Goldman Sachs’ Lloyd Blankfein scooped a 1,536% hike to $14.11m.

And the man Diamond now succeeds at Barclays, John Varley pocketed a 239% pay rise to $5.94m according to the paper.

Later today the UK chancellor, George Osborne will announce at his annual Mansion House speech a measure to force banks to ‘ringfence’ their retail operations. The chancellor believes this will protect consumers in the event of another bank crisis. Osborne will also force banks to hold more cash as a proportion of their loans.

Commentators like the BBC’s Robert Peston and the FT suggest this move represents the most significant bank reform since the Big Bang nearly 25 years ago which launched the era of deregulation to the Square Mile that ignominiously ended with the Crash of 2008.

There is strong suspicion that Osborne’s ‘ringfencing’ reform will be seen as the final policy response to the global bank crisis and that going forward, the restructure of the UK financial system is now virtually complete.

Yet many areas of importance have been left unreformed and appear off the agenda. These include competition, the role of mutual banking, the abject service given to small businesses, the huge lobbying power of banks, the aggressive tax avoidance strategies deployed by them, progressive taxes on financial institutions and last but not least as this morning’s FT survey attests, remuneration.

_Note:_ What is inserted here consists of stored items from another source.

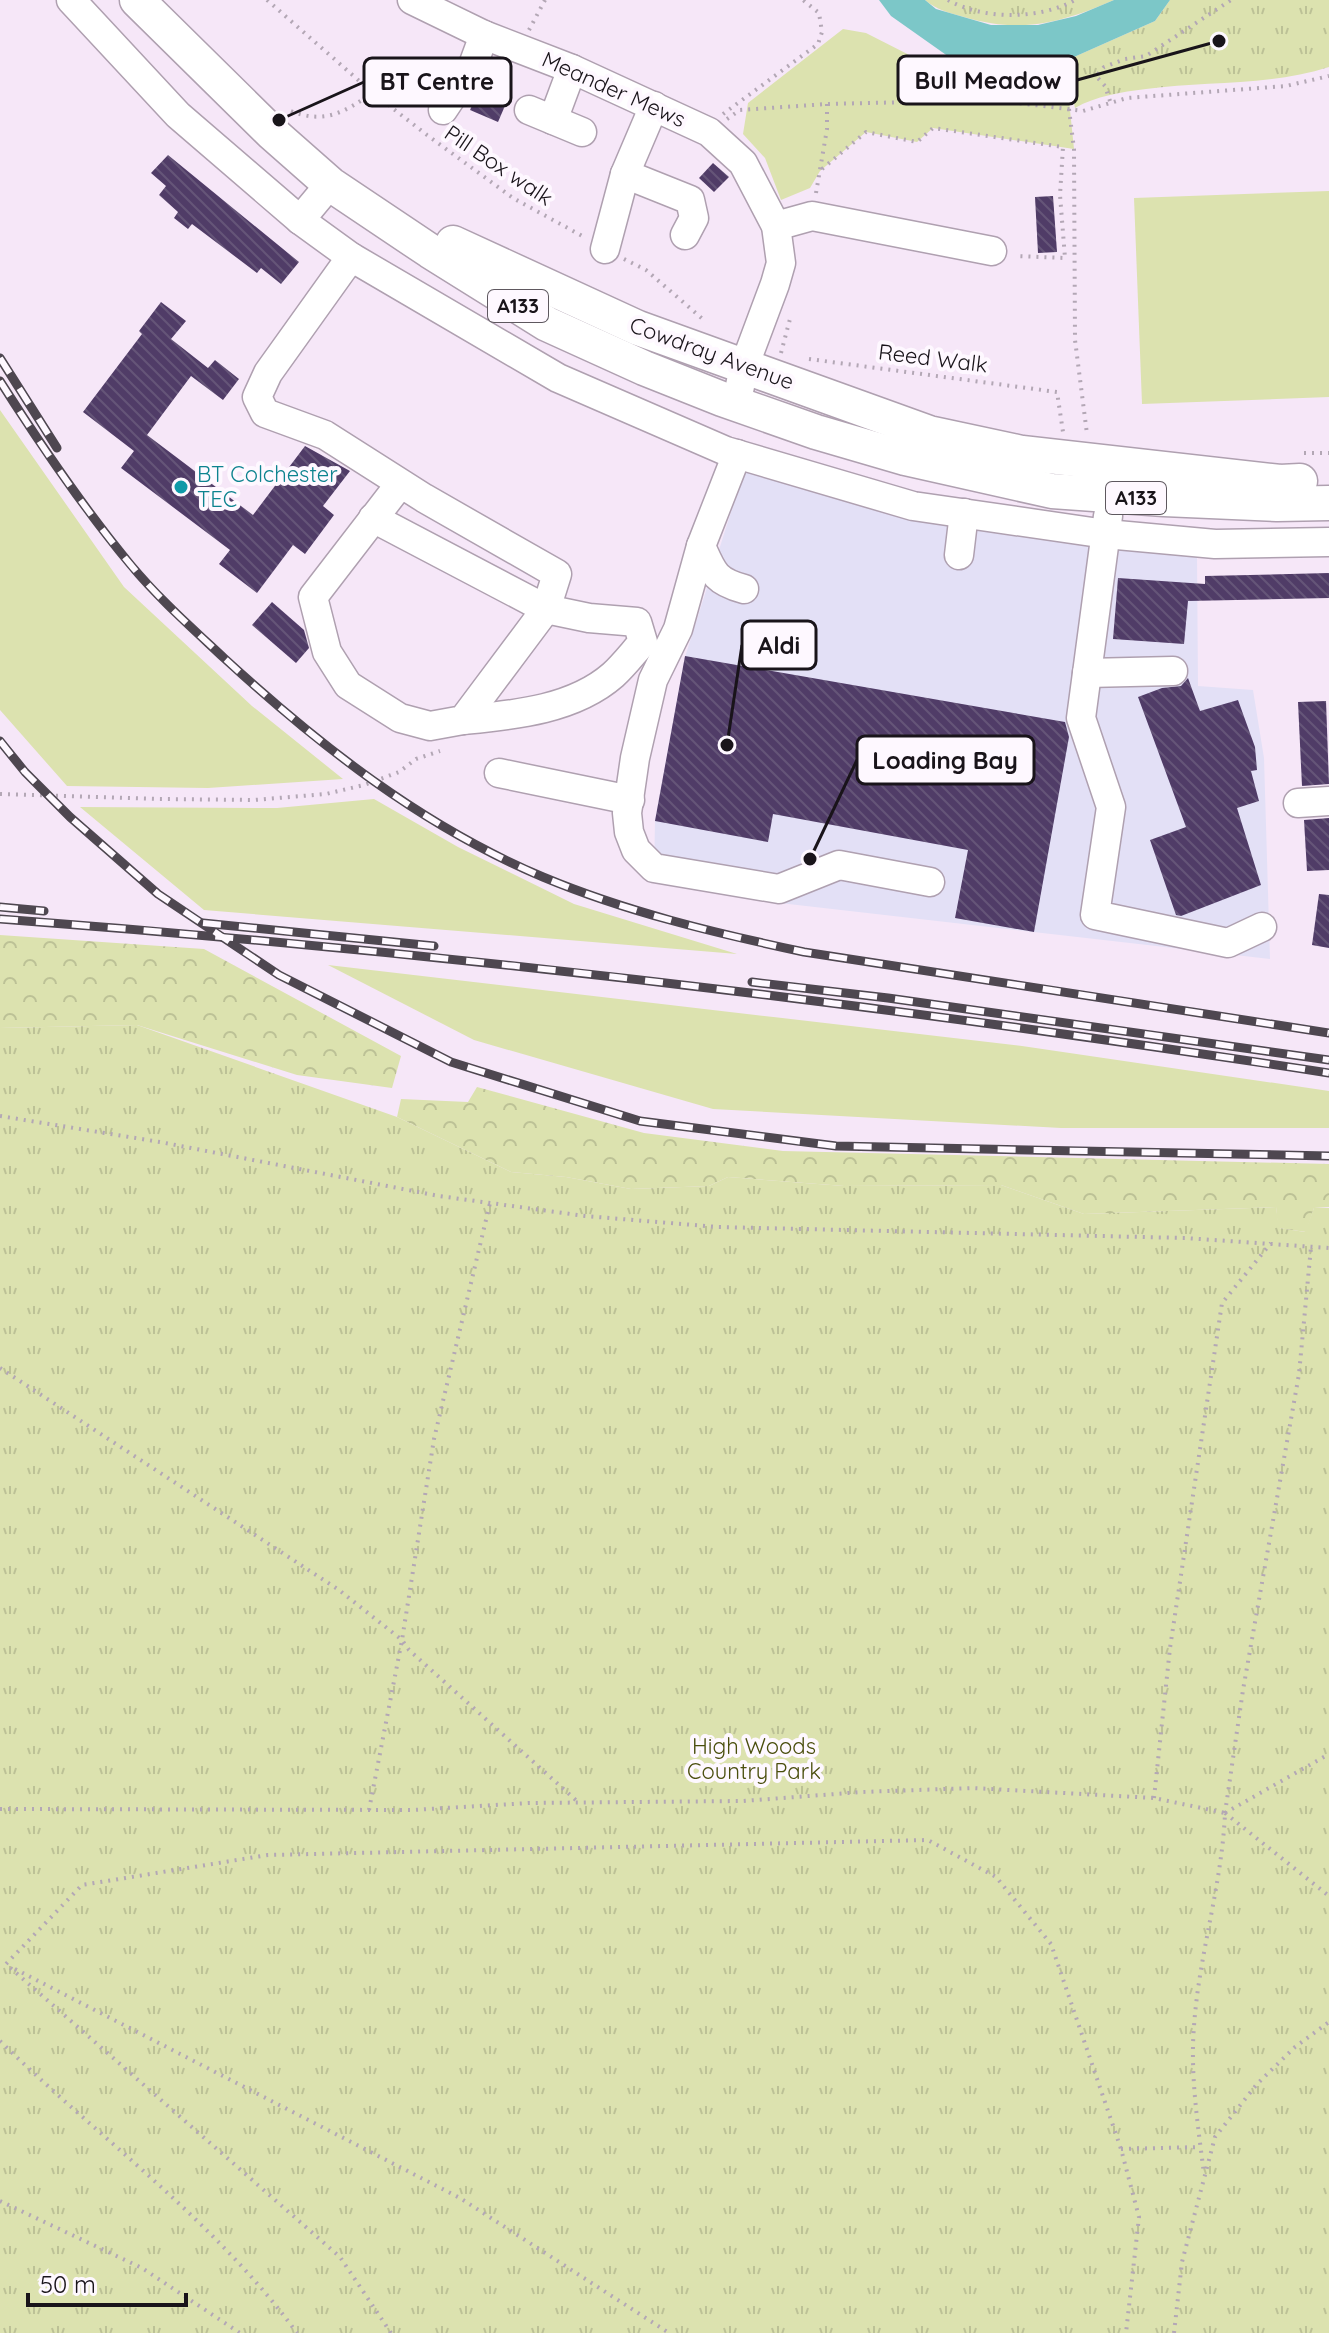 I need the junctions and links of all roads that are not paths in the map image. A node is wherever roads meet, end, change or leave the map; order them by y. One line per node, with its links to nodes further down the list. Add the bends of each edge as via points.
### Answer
1 (71, 0): 11 (street, via 178,115)
2 (137, 0): 10 (main road, Cowdray Avenue / A133)
3 (412, 0): 4 (street, Meander Mews)
4 (484, 35): 5 (street, Meander Mews); 7 (street, via 473,65)
5 (572, 69): 6 (street, Meander Mews); 8 (street, via 541,115)
6 (654, 106): 9 (street); 12 (street, Meander Mews, via 709,132 743,163)
7 (443, 110)
8 (582, 132)
9 (625, 174): 13 (street, via 690,200 694,218); 14 (street)
10 (330, 184): 11 (street); 15 (main road, Cowdray Avenue / A133); 19 (main road, Cowdray Avenue / A133, via 610,316)
11 (300, 220): 17 (street)
12 (776, 226): 16 (street, via 812,216); 19 (street, Meander Mews, via 781,263)
13 (685, 235)
14 (605, 249)
15 (430, 251): 18 (street); 20 (main road, Cowdray Avenue / A133, via 547,324)
16 (1005, 254)
17 (351, 257): 18 (street); 24 (street, via 268,373 257,397 265,413 325,435)
18 (413, 292): 21 (street, via 558,378)
19 (744, 367): 20 (street, Meander Mews); 23 (main road, Cowdray Avenue / A133, via 929,433)
20 (736, 405): 23 (main road, Cowdray Avenue / A133, via 905,458 1052,491)
21 (737, 454): 26 (street, via 913,506); 30 (street)
22 (1329, 479): 23 (main road, Cowdray Avenue / A133)
23 (1111, 480): 25 (main road, Cowdray Avenue / A133, via 1277,504); 28 (street)
24 (400, 484): 27 (street); 33 (street, via 557,574)
25 (1329, 503)
26 (964, 513): 28 (street); 31 (street)
27 (373, 518): 33 (street); 36 (street, via 313,597 327,652 348,685 400,718 430,726)
28 (1106, 534): 29 (street, via 1215,544); 35 (street)
29 (1329, 542)
30 (701, 546): 32 (street, via 713,574); 38 (street, via 678,629 653,680)
31 (959, 555)
32 (744, 589)
33 (546, 609): 36 (street); 36 (street, via 637,622 643,642 612,675 581,695 539,709)
34 (1173, 671): 35 (street)
35 (1087, 673): 42 (street, via 1081,718 1111,807 1095,915 1228,943)
36 (463, 720)
37 (499, 773): 38 (street)
38 (630, 800): 41 (street, via 629,832 636,850 654,868 779,889 839,865)
39 (1329, 801): 40 (street)
40 (1298, 803)
41 (930, 882)
42 (1262, 927)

In the US and UK, investment bankers operate in a rarefied microclimate divorced from the rest of society. Yet it must never be forgotten that western taxpayers bailed out the global banking system to the tune of at least $16 trillion – more than the entire US economic output. Huge central bank injections of cash buoyed markets allowing bankers to make big profits and so enjoy bonuses

In the US, jobless figures remain stubbornly high while growth has stalled not just in the US but throughout much of Europe. The governments of Britain, Ireland and Greece are now taking the axe to public services with enormous consequences to large sections of society.

In the midst of what promises to be hard times, bankers appear to be carrying on regardless as the masters of the universe their lobbying and governments have allowed them to become.